◆ RECORD SET:
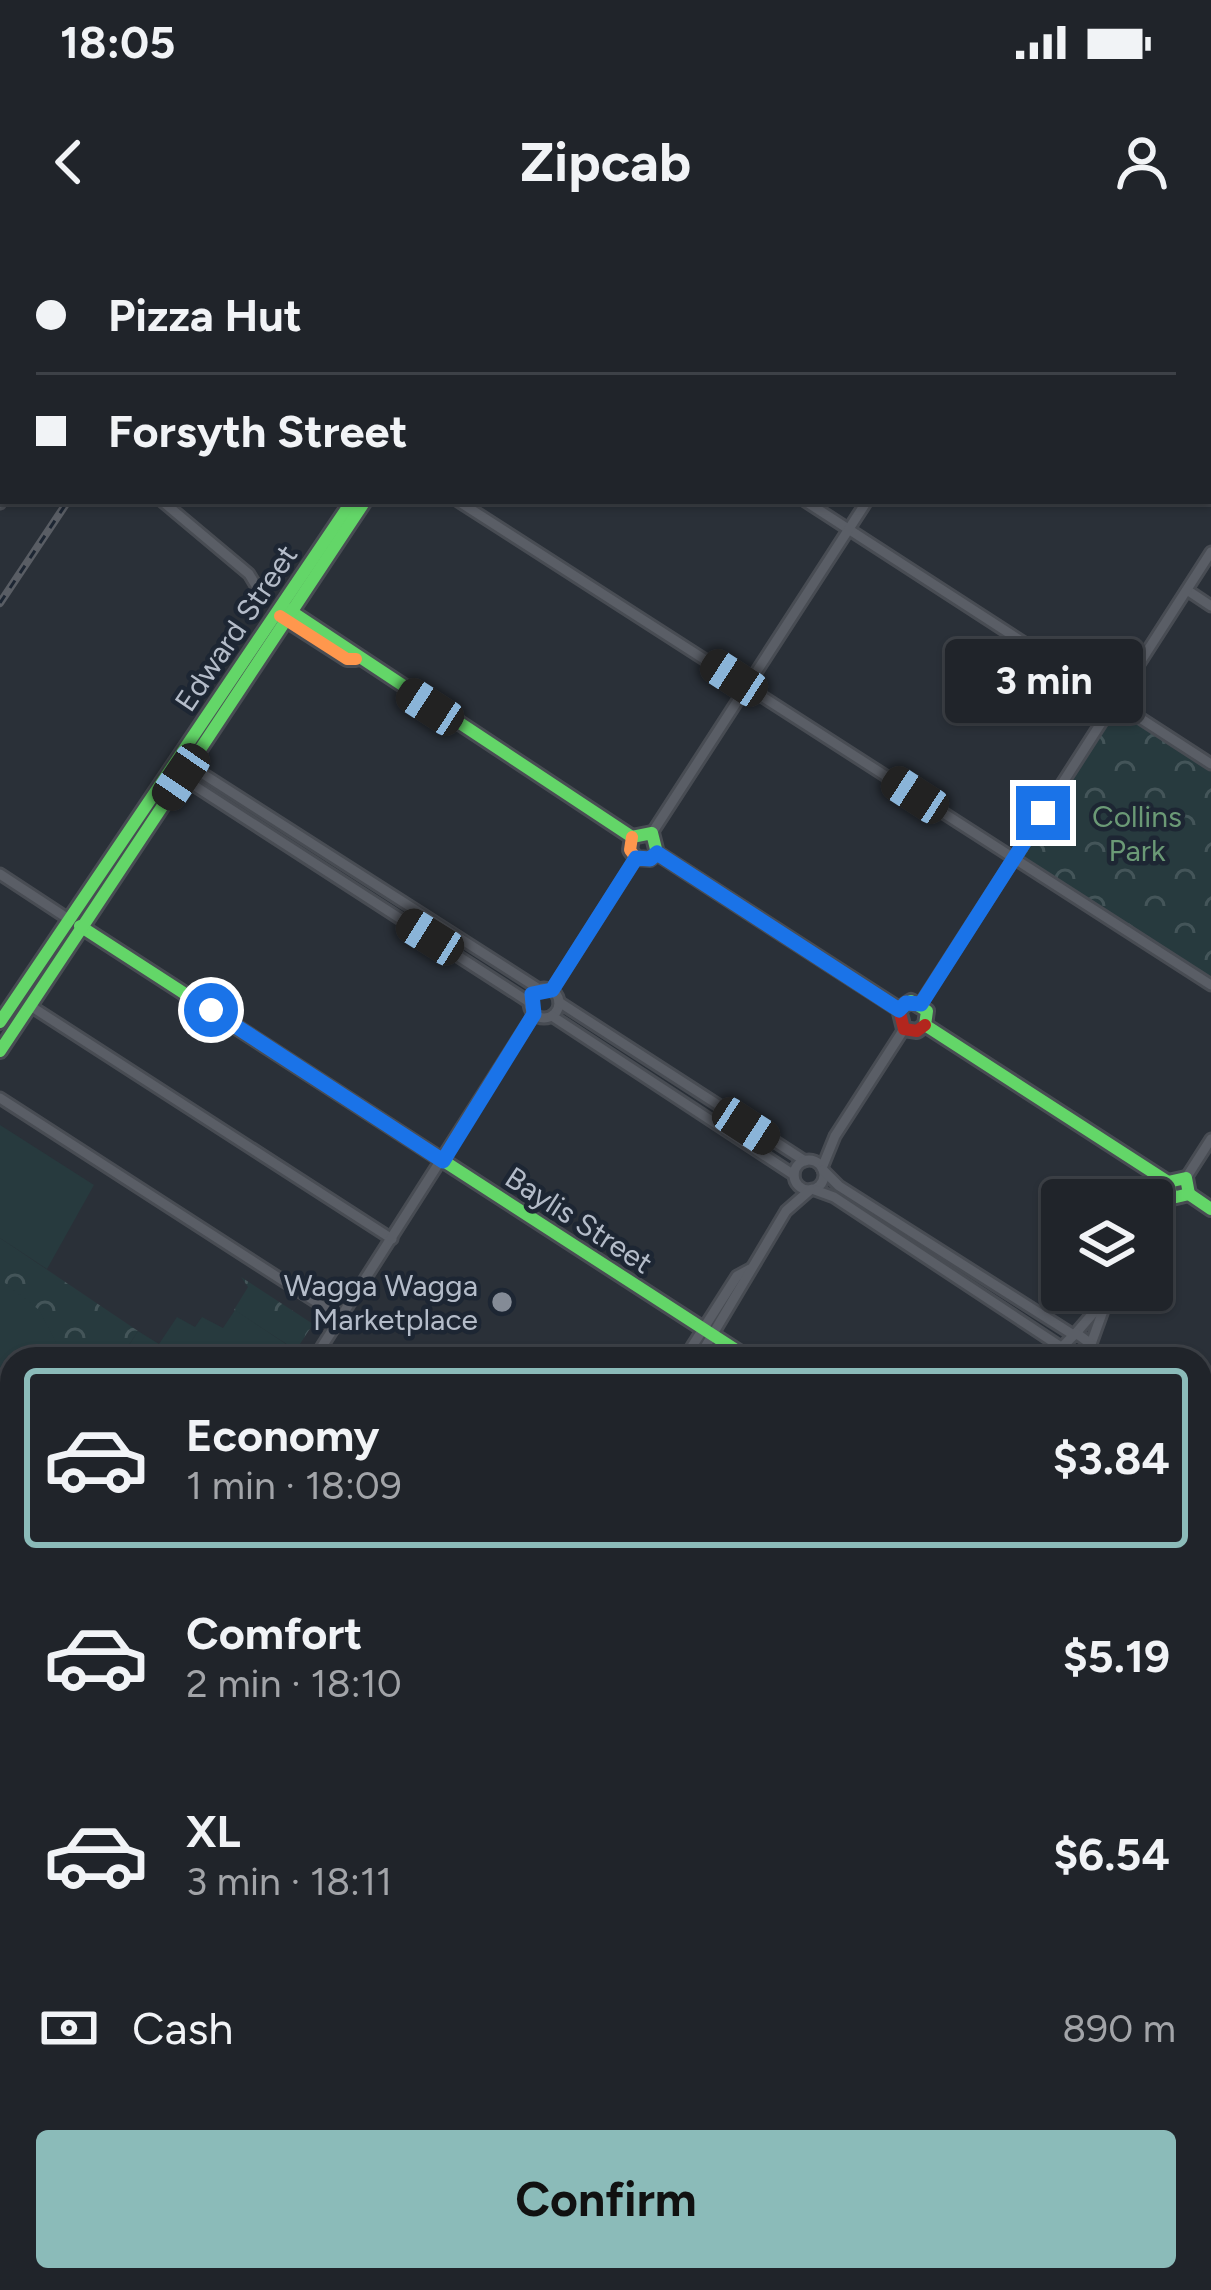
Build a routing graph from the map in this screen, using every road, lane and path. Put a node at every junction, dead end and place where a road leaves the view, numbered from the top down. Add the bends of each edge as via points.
1 (166, 504) edge
2 (350, 504) edge
3 (363, 504) edge
4 (463, 504) edge
5 (810, 504) edge
6 (865, 504) edge
7 (849, 529) junction
8 (1211, 552) edge
9 (258, 589) dead end
10 (1187, 590) junction
11 (1211, 606) edge
12 (283, 612) junction
13 (747, 686) junction
14 (1115, 701) junction
15 (1211, 764) edge
16 (185, 771) junction
17 (253, 806) junction
18 (245, 819) junction
19 (652, 833) junction
20 (297, 835) junction
21 (632, 837) junction
22 (289, 847) junction
23 (657, 853) junction
24 (636, 858) junction
25 (1014, 858) junction
26 (345, 867) junction
27 (0, 874) edge
28 (337, 878) junction
29 (388, 895) junction
30 (381, 906) junction
31 (67, 918) junction
32 (80, 926) junction
33 (433, 932) junction
34 (477, 960) junction
35 (1211, 985) edge
36 (539, 989) junction
37 (552, 990) junction
38 (530, 1002) junction
39 (559, 1002) junction
40 (921, 1004) junction
41 (29, 1005) junction
42 (899, 1010) junction
43 (534, 1014) junction
44 (552, 1016) junction
45 (0, 1022) edge
46 (925, 1025) junction
47 (904, 1029) junction
48 (616, 1049) junction
49 (0, 1051) edge
50 (0, 1098) edge
51 (702, 1105) junction
52 (746, 1126) junction
53 (739, 1136) junction
54 (835, 1136) junction
55 (1211, 1139) edge
56 (443, 1161) junction
57 (807, 1161) junction
58 (822, 1169) junction
59 (794, 1176) junction
60 (1186, 1178) junction
61 (1163, 1179) edge
62 (1173, 1179) edge
63 (811, 1189) junction
64 (1189, 1194) junction
65 (1173, 1198) edge
66 (1211, 1209) edge
67 (786, 1211) junction
68 (881, 1220) junction
69 (392, 1239) junction
70 (1006, 1300) junction
71 (1094, 1311) edge
72 (1104, 1311) edge
73 (341, 1318) junction
74 (708, 1332) junction
75 (1074, 1333) junction
76 (1091, 1345) junction
77 (322, 1347) edge
78 (695, 1347) edge
79 (702, 1347) edge
80 (731, 1347) edge
81 (1062, 1347) edge
82 (1074, 1347) edge
83 (1088, 1347) edge

1 - 9 street
2 - 12 main road, Edward Street
3 - 12 main road, Edward Street
4 - 13 street
5 - 7 street
6 - 7 street
7 - 13 street
7 - 14 street
8 - 10 street
10 - 11 street
10 - 14 street
12 - 16 main road, Edward Street
12 - 21 main road
12 - 31 main road, Edward Street
13 - 19 street
13 - 25 street
14 - 15 street
14 - 25 street
16 - 17 street
16 - 18 street
16 - 32 main road, Edward Street
17 - 18 street
17 - 20 street
18 - 22 street
19 - 21 main road
19 - 23 main road
20 - 22 street
20 - 26 street
21 - 24 main road
22 - 28 street
23 - 24 main road
23 - 42 main road
24 - 37 street
25 - 35 street
25 - 40 street
26 - 28 street
26 - 29 street
27 - 31 street
28 - 30 street
29 - 30 street
29 - 33 street
30 - 33 street
31 - 32 main road, Baylis Street
31 - 45 main road, Edward Street
32 - 41 main road, Edward Street
32 - 56 main road, Baylis Street
33 - 34 street
34 - 36 street
34 - 38 street
36 - 37 street
36 - 38 street
37 - 39 street
38 - 43 street
39 - 44 street
39 - 48 street
40 - 42 main road
40 - 46 main road
41 - 49 main road, Edward Street
41 - 69 street
42 - 47 main road
43 - 44 street
43 - 56 street
44 - 48 street
46 - 47 main road
46 - 61 main road
47 - 54 street
48 - 51 street
50 - 73 street
51 - 52 street
51 - 53 street
52 - 53 street
52 - 57 street
53 - 59 street
54 - 57 street
54 - 58 street
55 - 60 street
56 - 69 street
56 - 74 main road, Baylis Street
57 - 58 street
57 - 59 street
58 - 63 street
58 - 68 street
59 - 63 street
59 - 67 street
60 - 62 main road
60 - 64 main road
63 - 67 street
63 - 68 street
64 - 65 main road
64 - 66 main road
67 - 74 street via 747,1283
68 - 70 street
69 - 73 street
70 - 75 street
70 - 81 street
71 - 75 street
72 - 76 street
73 - 77 street
74 - 78 street
74 - 79 street
74 - 80 main road, Baylis Street
75 - 76 street
75 - 82 street
76 - 83 street

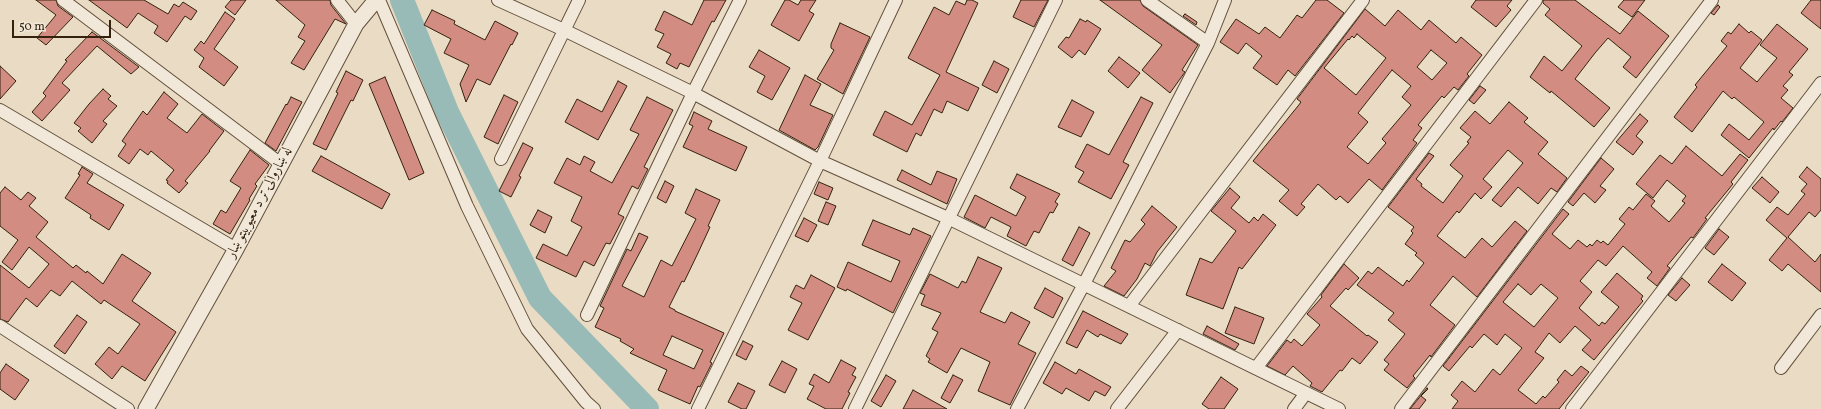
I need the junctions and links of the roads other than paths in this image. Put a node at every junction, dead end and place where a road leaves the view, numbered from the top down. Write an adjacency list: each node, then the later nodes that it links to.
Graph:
1 (63, 0): 22 (street)
2 (337, 0): 14 (street)
3 (377, 0): 14 (street, له ښاروالۍ تر د معیوبیتو ښار); 36 (street)
4 (498, 0): 15 (street)
5 (579, 0): 15 (street)
6 (740, 0): 18 (street)
7 (896, 0): 21 (street)
8 (1056, 0): 23 (street)
9 (1147, 0): 16 (street)
10 (1225, 0): 16 (street)
11 (1363, 0): 26 (street)
12 (1536, 0): 31 (street)
13 (1712, 0): 43 (street)
14 (356, 24): 22 (street, له ښاروالۍ تر د معیوبیتو ښار)
15 (564, 30): 18 (street); 20 (street)
16 (1208, 43): 25 (street)
17 (1821, 83): 44 (street)
18 (693, 93): 21 (street); 27 (street)
19 (0, 110): 24 (street)
20 (501, 159)
21 (820, 161): 23 (street); 37 (street)
22 (281, 164): 24 (street, له ښاروالۍ تر د معیوبیتو ښار)
23 (950, 219): 25 (street); 38 (street)
24 (236, 249): 35 (street, له ښاروالۍ تر د معیوبیتو ښار)
25 (1084, 284): 26 (street); 39 (street)
26 (1129, 306): 30 (street)
27 (587, 315)
28 (1821, 316): 32 (street)
29 (0, 326): 34 (street)
30 (1178, 330): 31 (street); 40 (street)
31 (1256, 368): 33 (street)
32 (1781, 368)
33 (1306, 393): 41 (street); 42 (street)
34 (128, 409)
35 (146, 409)
36 (594, 409)
37 (698, 409)
38 (855, 409)
39 (1017, 409)
40 (1117, 409)
41 (1294, 409)
42 (1339, 409)
43 (1401, 409)
44 (1572, 409)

◆ EXERCISE PROMPT: Give back every record precisely as it stands, without the images.

◆ RESPONSE FOR THIS EXERCISE:
Build a routing graph from the map in this screen, using every road, lane and path. Put a node at every junction, dead end and place where a road leaves the view, numbered from the top down. Add the bends of each edge as via points.
1 (166, 504) edge
2 (350, 504) edge
3 (363, 504) edge
4 (463, 504) edge
5 (810, 504) edge
6 (865, 504) edge
7 (849, 529) junction
8 (1211, 552) edge
9 (258, 589) dead end
10 (1187, 590) junction
11 (1211, 606) edge
12 (283, 612) junction
13 (747, 686) junction
14 (1115, 701) junction
15 (1211, 764) edge
16 (185, 771) junction
17 (253, 806) junction
18 (245, 819) junction
19 (652, 833) junction
20 (297, 835) junction
21 (632, 837) junction
22 (289, 847) junction
23 (657, 853) junction
24 (636, 858) junction
25 (1014, 858) junction
26 (345, 867) junction
27 (0, 874) edge
28 (337, 878) junction
29 (388, 895) junction
30 (381, 906) junction
31 (67, 918) junction
32 (80, 926) junction
33 (433, 932) junction
34 (477, 960) junction
35 (1211, 985) edge
36 (539, 989) junction
37 (552, 990) junction
38 (530, 1002) junction
39 (559, 1002) junction
40 (921, 1004) junction
41 (29, 1005) junction
42 (899, 1010) junction
43 (534, 1014) junction
44 (552, 1016) junction
45 (0, 1022) edge
46 (925, 1025) junction
47 (904, 1029) junction
48 (616, 1049) junction
49 (0, 1051) edge
50 (0, 1098) edge
51 (702, 1105) junction
52 (746, 1126) junction
53 (739, 1136) junction
54 (835, 1136) junction
55 (1211, 1139) edge
56 (443, 1161) junction
57 (807, 1161) junction
58 (822, 1169) junction
59 (794, 1176) junction
60 (1186, 1178) junction
61 (1163, 1179) edge
62 (1173, 1179) edge
63 (811, 1189) junction
64 (1189, 1194) junction
65 (1173, 1198) edge
66 (1211, 1209) edge
67 (786, 1211) junction
68 (881, 1220) junction
69 (392, 1239) junction
70 (1006, 1300) junction
71 (1094, 1311) edge
72 (1104, 1311) edge
73 (341, 1318) junction
74 (708, 1332) junction
75 (1074, 1333) junction
76 (1091, 1345) junction
77 (322, 1347) edge
78 (695, 1347) edge
79 (702, 1347) edge
80 (731, 1347) edge
81 (1062, 1347) edge
82 (1074, 1347) edge
83 (1088, 1347) edge

1 - 9 street
2 - 12 main road, Edward Street
3 - 12 main road, Edward Street
4 - 13 street
5 - 7 street
6 - 7 street
7 - 13 street
7 - 14 street
8 - 10 street
10 - 11 street
10 - 14 street
12 - 16 main road, Edward Street
12 - 21 main road
12 - 31 main road, Edward Street
13 - 19 street
13 - 25 street
14 - 15 street
14 - 25 street
16 - 17 street
16 - 18 street
16 - 32 main road, Edward Street
17 - 18 street
17 - 20 street
18 - 22 street
19 - 21 main road
19 - 23 main road
20 - 22 street
20 - 26 street
21 - 24 main road
22 - 28 street
23 - 24 main road
23 - 42 main road
24 - 37 street
25 - 35 street
25 - 40 street
26 - 28 street
26 - 29 street
27 - 31 street
28 - 30 street
29 - 30 street
29 - 33 street
30 - 33 street
31 - 32 main road, Baylis Street
31 - 45 main road, Edward Street
32 - 41 main road, Edward Street
32 - 56 main road, Baylis Street
33 - 34 street
34 - 36 street
34 - 38 street
36 - 37 street
36 - 38 street
37 - 39 street
38 - 43 street
39 - 44 street
39 - 48 street
40 - 42 main road
40 - 46 main road
41 - 49 main road, Edward Street
41 - 69 street
42 - 47 main road
43 - 44 street
43 - 56 street
44 - 48 street
46 - 47 main road
46 - 61 main road
47 - 54 street
48 - 51 street
50 - 73 street
51 - 52 street
51 - 53 street
52 - 53 street
52 - 57 street
53 - 59 street
54 - 57 street
54 - 58 street
55 - 60 street
56 - 69 street
56 - 74 main road, Baylis Street
57 - 58 street
57 - 59 street
58 - 63 street
58 - 68 street
59 - 63 street
59 - 67 street
60 - 62 main road
60 - 64 main road
63 - 67 street
63 - 68 street
64 - 65 main road
64 - 66 main road
67 - 74 street via 747,1283
68 - 70 street
69 - 73 street
70 - 75 street
70 - 81 street
71 - 75 street
72 - 76 street
73 - 77 street
74 - 78 street
74 - 79 street
74 - 80 main road, Baylis Street
75 - 76 street
75 - 82 street
76 - 83 street

I need the junctions and links of the roads other than paths in this image. Put a node at every junction, dead end and place where a road leaves the view, numbered from the top down. Write an adjacency list: each node, then the later nodes that it links to.
Graph:
1 (63, 0): 22 (street)
2 (337, 0): 14 (street)
3 (377, 0): 14 (street, له ښاروالۍ تر د معیوبیتو ښار); 36 (street)
4 (498, 0): 15 (street)
5 (579, 0): 15 (street)
6 (740, 0): 18 (street)
7 (896, 0): 21 (street)
8 (1056, 0): 23 (street)
9 (1147, 0): 16 (street)
10 (1225, 0): 16 (street)
11 (1363, 0): 26 (street)
12 (1536, 0): 31 (street)
13 (1712, 0): 43 (street)
14 (356, 24): 22 (street, له ښاروالۍ تر د معیوبیتو ښار)
15 (564, 30): 18 (street); 20 (street)
16 (1208, 43): 25 (street)
17 (1821, 83): 44 (street)
18 (693, 93): 21 (street); 27 (street)
19 (0, 110): 24 (street)
20 (501, 159)
21 (820, 161): 23 (street); 37 (street)
22 (281, 164): 24 (street, له ښاروالۍ تر د معیوبیتو ښار)
23 (950, 219): 25 (street); 38 (street)
24 (236, 249): 35 (street, له ښاروالۍ تر د معیوبیتو ښار)
25 (1084, 284): 26 (street); 39 (street)
26 (1129, 306): 30 (street)
27 (587, 315)
28 (1821, 316): 32 (street)
29 (0, 326): 34 (street)
30 (1178, 330): 31 (street); 40 (street)
31 (1256, 368): 33 (street)
32 (1781, 368)
33 (1306, 393): 41 (street); 42 (street)
34 (128, 409)
35 (146, 409)
36 (594, 409)
37 (698, 409)
38 (855, 409)
39 (1017, 409)
40 (1117, 409)
41 (1294, 409)
42 (1339, 409)
43 (1401, 409)
44 (1572, 409)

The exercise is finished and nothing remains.